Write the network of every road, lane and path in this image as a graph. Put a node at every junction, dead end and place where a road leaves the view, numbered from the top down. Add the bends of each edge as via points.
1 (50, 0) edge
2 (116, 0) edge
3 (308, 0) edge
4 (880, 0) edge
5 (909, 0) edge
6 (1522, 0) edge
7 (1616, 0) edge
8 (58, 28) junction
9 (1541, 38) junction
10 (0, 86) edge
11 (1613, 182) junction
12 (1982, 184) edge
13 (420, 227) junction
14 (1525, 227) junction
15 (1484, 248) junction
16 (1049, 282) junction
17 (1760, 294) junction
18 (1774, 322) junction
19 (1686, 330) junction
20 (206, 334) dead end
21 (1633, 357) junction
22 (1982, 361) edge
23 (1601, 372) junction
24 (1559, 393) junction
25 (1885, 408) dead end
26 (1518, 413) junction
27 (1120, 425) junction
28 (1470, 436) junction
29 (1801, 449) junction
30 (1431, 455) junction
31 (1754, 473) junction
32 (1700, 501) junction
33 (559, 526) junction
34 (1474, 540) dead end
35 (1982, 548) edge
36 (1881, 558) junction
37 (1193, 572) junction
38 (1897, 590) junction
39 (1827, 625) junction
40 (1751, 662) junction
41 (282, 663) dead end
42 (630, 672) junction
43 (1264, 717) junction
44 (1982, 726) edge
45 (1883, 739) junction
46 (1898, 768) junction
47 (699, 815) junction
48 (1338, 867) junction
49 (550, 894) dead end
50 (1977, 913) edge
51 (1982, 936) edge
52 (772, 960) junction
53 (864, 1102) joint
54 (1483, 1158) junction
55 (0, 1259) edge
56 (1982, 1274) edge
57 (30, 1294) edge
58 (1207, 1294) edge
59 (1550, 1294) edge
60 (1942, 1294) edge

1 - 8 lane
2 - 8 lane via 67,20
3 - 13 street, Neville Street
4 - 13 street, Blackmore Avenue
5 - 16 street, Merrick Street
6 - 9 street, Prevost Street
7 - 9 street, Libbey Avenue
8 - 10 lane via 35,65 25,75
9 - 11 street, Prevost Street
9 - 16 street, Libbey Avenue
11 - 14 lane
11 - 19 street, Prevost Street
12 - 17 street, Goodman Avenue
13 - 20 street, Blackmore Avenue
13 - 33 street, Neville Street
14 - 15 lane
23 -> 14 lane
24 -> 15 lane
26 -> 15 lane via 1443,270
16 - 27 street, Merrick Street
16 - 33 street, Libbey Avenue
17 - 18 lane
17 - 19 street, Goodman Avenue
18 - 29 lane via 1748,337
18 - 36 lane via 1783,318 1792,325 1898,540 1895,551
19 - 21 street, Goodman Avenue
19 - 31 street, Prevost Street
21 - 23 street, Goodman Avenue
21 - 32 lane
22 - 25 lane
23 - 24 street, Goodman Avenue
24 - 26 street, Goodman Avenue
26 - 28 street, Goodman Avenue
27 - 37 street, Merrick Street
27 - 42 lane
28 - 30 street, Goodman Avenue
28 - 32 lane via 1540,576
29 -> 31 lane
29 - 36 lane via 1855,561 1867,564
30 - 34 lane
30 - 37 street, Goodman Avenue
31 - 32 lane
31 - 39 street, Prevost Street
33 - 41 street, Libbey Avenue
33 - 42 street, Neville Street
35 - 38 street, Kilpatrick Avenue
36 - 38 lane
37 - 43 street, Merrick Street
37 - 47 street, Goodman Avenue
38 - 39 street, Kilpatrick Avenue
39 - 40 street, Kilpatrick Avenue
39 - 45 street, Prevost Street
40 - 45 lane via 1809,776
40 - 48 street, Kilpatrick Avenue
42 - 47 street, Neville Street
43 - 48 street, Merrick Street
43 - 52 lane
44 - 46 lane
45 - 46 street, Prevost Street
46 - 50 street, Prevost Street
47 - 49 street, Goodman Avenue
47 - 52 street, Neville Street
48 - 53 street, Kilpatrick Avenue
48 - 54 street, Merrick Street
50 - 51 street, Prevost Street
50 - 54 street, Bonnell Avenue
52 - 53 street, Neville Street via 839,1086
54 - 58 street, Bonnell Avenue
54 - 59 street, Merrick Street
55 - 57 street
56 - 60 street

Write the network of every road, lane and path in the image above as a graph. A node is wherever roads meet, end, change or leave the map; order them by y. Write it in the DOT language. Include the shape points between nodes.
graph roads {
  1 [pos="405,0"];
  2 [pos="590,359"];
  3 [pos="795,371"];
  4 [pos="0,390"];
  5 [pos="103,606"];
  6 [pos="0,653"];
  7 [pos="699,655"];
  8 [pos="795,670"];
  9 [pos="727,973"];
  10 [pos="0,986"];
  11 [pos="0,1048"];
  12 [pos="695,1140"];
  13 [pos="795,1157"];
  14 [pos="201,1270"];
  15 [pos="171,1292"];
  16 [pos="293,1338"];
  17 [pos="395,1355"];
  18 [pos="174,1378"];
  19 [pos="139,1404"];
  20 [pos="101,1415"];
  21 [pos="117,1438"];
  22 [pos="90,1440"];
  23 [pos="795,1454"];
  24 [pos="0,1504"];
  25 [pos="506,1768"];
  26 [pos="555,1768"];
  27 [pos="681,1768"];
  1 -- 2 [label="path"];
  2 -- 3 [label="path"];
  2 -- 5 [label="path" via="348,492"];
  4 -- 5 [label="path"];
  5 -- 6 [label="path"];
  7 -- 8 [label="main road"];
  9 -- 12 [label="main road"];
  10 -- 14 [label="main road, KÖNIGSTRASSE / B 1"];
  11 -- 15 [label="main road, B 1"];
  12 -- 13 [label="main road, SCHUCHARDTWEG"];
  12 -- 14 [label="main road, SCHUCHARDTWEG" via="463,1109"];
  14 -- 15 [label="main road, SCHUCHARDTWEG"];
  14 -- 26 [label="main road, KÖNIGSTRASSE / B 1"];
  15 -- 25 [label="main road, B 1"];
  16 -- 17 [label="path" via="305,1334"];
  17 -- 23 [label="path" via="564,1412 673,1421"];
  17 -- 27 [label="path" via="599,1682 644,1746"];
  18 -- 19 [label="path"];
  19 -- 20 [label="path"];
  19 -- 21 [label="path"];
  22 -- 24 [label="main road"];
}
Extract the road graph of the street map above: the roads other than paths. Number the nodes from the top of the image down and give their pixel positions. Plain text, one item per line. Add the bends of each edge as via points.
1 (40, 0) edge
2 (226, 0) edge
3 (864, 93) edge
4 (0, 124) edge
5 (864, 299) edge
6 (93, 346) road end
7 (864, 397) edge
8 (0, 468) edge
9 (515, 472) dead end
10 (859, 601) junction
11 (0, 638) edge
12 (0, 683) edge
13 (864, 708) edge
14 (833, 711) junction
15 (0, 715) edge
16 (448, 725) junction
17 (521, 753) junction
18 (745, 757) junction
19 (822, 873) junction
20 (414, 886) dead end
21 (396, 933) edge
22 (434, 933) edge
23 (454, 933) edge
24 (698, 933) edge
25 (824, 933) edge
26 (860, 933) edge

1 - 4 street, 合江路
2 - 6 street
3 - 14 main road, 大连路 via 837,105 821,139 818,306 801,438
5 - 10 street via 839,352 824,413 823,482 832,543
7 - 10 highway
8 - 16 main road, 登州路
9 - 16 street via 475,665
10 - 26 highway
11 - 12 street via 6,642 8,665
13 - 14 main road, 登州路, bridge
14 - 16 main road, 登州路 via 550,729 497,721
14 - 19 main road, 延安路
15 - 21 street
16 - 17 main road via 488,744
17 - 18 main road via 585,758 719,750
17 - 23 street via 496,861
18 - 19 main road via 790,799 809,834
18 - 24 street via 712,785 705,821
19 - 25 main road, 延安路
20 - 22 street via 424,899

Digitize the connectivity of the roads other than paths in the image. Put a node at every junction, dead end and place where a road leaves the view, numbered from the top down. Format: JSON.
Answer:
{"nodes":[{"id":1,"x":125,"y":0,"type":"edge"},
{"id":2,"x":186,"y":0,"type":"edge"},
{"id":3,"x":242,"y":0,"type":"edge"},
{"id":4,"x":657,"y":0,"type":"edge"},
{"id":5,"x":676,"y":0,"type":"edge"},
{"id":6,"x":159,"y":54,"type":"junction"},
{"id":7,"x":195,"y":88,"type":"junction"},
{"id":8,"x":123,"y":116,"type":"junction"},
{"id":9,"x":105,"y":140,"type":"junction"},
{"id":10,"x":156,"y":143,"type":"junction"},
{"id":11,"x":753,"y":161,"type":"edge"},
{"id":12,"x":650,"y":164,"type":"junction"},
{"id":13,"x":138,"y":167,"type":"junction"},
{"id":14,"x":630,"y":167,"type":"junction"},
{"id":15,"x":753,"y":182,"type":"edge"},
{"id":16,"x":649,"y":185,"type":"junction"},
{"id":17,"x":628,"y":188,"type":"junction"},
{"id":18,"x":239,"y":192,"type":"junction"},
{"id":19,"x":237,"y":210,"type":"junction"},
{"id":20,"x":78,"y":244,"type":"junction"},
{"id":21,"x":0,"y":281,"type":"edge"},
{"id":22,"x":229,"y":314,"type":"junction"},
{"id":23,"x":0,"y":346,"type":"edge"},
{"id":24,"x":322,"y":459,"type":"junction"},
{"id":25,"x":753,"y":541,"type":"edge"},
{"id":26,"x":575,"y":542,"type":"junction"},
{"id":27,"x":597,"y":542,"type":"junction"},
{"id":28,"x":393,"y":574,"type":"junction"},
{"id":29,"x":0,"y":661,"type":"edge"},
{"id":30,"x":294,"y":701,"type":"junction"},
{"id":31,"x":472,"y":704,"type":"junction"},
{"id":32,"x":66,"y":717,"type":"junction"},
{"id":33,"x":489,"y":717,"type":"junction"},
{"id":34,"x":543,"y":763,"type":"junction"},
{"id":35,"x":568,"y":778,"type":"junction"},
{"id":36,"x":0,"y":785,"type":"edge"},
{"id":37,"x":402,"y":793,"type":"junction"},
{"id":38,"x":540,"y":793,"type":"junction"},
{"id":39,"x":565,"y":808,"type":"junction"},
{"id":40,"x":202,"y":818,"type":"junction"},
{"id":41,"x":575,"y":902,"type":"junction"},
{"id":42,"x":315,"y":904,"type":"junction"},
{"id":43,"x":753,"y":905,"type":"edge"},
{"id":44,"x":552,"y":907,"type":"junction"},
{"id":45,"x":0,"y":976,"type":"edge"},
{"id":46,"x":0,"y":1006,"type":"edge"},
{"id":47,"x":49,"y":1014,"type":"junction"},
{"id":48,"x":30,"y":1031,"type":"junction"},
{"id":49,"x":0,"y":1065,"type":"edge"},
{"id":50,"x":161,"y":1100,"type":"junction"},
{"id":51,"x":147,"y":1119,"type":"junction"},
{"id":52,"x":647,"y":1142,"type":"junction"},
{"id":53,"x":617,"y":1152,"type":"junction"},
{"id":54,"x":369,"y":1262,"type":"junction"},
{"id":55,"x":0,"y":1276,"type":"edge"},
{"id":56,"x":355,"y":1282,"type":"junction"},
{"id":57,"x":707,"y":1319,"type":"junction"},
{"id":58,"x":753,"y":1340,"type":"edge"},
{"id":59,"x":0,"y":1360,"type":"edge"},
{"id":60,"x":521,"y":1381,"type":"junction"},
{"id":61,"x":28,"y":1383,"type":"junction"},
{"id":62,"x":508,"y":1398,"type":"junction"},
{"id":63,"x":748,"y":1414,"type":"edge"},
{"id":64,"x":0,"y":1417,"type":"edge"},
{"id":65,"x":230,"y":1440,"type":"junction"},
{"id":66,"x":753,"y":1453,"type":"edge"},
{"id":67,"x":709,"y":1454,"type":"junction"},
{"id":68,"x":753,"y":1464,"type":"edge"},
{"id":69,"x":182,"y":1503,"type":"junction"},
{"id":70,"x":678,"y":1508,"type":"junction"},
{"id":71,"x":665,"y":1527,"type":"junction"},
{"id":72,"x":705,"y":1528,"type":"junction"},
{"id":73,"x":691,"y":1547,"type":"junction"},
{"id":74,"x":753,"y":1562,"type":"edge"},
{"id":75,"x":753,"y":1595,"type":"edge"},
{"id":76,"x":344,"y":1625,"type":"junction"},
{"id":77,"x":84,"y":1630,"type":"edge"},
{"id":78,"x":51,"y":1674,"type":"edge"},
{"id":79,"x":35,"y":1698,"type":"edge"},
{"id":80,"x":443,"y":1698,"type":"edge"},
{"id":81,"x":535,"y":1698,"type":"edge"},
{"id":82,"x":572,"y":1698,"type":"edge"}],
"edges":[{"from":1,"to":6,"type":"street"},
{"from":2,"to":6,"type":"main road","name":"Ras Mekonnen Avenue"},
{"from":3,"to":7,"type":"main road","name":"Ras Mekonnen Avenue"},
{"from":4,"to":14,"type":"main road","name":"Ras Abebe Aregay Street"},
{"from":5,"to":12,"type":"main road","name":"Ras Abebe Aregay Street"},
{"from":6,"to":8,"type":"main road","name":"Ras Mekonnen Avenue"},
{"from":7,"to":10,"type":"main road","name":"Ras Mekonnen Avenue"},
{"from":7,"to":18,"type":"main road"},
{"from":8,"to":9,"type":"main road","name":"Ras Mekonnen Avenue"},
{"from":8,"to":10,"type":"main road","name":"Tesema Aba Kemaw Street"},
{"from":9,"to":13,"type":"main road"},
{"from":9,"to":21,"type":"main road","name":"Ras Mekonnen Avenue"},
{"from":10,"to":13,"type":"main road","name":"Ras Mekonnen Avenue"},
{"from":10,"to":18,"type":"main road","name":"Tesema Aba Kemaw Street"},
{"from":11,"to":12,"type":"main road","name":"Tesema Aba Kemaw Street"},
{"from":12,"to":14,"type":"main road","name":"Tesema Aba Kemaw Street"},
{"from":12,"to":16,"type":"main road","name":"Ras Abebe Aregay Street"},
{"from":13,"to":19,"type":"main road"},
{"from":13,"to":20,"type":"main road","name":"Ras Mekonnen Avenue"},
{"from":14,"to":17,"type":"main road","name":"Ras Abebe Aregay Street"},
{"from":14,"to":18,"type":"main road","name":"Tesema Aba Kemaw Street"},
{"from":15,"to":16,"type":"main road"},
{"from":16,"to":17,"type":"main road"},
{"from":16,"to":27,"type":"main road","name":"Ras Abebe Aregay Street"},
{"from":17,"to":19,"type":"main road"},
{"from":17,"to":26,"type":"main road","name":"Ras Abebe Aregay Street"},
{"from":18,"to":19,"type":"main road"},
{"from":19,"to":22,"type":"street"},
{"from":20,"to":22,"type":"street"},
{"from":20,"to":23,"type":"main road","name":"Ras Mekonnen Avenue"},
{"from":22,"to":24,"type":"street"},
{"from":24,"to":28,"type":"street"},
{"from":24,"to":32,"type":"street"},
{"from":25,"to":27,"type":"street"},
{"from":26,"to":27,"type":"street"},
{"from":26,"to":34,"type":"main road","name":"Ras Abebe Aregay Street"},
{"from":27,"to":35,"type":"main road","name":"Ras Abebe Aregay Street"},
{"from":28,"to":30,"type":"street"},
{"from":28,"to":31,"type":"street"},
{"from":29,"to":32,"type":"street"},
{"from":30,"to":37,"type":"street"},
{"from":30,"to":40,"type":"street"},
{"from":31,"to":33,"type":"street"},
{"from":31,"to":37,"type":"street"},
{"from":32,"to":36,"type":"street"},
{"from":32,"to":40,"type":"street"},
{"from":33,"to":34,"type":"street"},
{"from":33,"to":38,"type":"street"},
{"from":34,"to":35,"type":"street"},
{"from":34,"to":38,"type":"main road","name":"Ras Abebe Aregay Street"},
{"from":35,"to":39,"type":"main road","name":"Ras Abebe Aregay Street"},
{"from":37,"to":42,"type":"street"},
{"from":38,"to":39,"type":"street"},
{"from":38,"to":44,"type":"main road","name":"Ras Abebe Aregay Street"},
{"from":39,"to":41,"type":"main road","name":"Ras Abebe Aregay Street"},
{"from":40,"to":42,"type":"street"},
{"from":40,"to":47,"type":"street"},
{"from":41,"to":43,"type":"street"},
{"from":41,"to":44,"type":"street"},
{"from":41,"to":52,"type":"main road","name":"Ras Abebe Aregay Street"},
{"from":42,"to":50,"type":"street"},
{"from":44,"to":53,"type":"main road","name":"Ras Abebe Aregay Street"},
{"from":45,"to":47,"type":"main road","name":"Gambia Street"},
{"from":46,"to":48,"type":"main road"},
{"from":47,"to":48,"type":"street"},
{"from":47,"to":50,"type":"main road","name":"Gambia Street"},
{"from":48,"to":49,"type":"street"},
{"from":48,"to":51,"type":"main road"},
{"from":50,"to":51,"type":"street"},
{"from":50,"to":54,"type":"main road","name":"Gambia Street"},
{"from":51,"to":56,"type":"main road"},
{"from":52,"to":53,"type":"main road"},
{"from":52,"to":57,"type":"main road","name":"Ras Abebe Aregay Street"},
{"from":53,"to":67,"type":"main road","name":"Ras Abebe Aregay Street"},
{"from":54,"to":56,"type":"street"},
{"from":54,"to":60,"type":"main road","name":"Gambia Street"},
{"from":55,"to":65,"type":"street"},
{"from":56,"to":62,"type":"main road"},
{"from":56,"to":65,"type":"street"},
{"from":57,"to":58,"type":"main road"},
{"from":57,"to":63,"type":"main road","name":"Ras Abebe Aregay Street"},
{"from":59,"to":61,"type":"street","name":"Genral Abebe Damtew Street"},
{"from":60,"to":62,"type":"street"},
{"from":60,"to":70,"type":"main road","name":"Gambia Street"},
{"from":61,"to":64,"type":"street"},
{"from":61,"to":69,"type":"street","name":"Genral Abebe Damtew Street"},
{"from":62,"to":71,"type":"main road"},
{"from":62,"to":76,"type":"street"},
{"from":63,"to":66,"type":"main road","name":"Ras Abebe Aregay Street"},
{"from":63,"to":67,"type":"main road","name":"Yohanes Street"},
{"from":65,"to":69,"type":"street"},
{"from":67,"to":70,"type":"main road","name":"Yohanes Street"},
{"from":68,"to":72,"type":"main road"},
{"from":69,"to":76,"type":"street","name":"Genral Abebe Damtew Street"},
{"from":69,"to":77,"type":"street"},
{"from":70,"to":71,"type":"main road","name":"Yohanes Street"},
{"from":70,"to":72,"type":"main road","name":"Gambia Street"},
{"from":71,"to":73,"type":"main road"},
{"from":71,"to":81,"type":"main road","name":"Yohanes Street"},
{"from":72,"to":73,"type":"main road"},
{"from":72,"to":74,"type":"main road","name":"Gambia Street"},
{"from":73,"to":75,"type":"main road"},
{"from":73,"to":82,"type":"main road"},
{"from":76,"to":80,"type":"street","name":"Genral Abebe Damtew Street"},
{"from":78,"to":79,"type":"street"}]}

## Aim of the exercise
Check the listing above for "view". Show every line where it turns up.

## Answer below
Write the network of every road, lane and path in this image as a graph. Put a node at every junction, dead end and place where a road leaves the view, numbered from the top down. Add the bends of each edge as via points.
Digitize the connectivity of the roads other than paths in the image. Put a node at every junction, dead end and place where a road leaves the view, numbered from the top down. Format: JSON.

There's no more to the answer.